--- Input ---
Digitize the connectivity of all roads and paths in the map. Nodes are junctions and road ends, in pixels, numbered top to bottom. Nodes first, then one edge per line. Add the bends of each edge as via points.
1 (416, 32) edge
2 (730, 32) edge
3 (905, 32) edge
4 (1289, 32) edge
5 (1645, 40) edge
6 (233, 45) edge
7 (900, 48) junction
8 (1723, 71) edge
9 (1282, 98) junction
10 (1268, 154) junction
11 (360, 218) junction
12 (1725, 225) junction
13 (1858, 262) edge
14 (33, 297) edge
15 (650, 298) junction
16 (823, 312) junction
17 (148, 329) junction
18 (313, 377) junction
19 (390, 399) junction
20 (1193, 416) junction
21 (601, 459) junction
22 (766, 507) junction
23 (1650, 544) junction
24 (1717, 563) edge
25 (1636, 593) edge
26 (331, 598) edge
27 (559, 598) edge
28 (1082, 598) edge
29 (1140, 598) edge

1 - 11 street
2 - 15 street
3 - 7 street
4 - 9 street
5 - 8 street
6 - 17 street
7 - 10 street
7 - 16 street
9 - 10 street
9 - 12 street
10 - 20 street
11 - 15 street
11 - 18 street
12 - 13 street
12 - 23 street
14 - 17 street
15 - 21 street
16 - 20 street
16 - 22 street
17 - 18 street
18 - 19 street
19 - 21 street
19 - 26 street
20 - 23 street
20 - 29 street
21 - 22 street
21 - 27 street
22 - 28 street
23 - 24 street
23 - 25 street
---
Activity - Output all of the records exactly, with nothing omitted.

Answer below -
Digitize the connectivity of all roads and paths in the map. Nodes are junctions and road ends, in pixels, numbered top to bottom. Nodes first, then one edge per line. Add the bends of each edge as via points.
1 (416, 32) edge
2 (730, 32) edge
3 (905, 32) edge
4 (1289, 32) edge
5 (1645, 40) edge
6 (233, 45) edge
7 (900, 48) junction
8 (1723, 71) edge
9 (1282, 98) junction
10 (1268, 154) junction
11 (360, 218) junction
12 (1725, 225) junction
13 (1858, 262) edge
14 (33, 297) edge
15 (650, 298) junction
16 (823, 312) junction
17 (148, 329) junction
18 (313, 377) junction
19 (390, 399) junction
20 (1193, 416) junction
21 (601, 459) junction
22 (766, 507) junction
23 (1650, 544) junction
24 (1717, 563) edge
25 (1636, 593) edge
26 (331, 598) edge
27 (559, 598) edge
28 (1082, 598) edge
29 (1140, 598) edge

1 - 11 street
2 - 15 street
3 - 7 street
4 - 9 street
5 - 8 street
6 - 17 street
7 - 10 street
7 - 16 street
9 - 10 street
9 - 12 street
10 - 20 street
11 - 15 street
11 - 18 street
12 - 13 street
12 - 23 street
14 - 17 street
15 - 21 street
16 - 20 street
16 - 22 street
17 - 18 street
18 - 19 street
19 - 21 street
19 - 26 street
20 - 23 street
20 - 29 street
21 - 22 street
21 - 27 street
22 - 28 street
23 - 24 street
23 - 25 street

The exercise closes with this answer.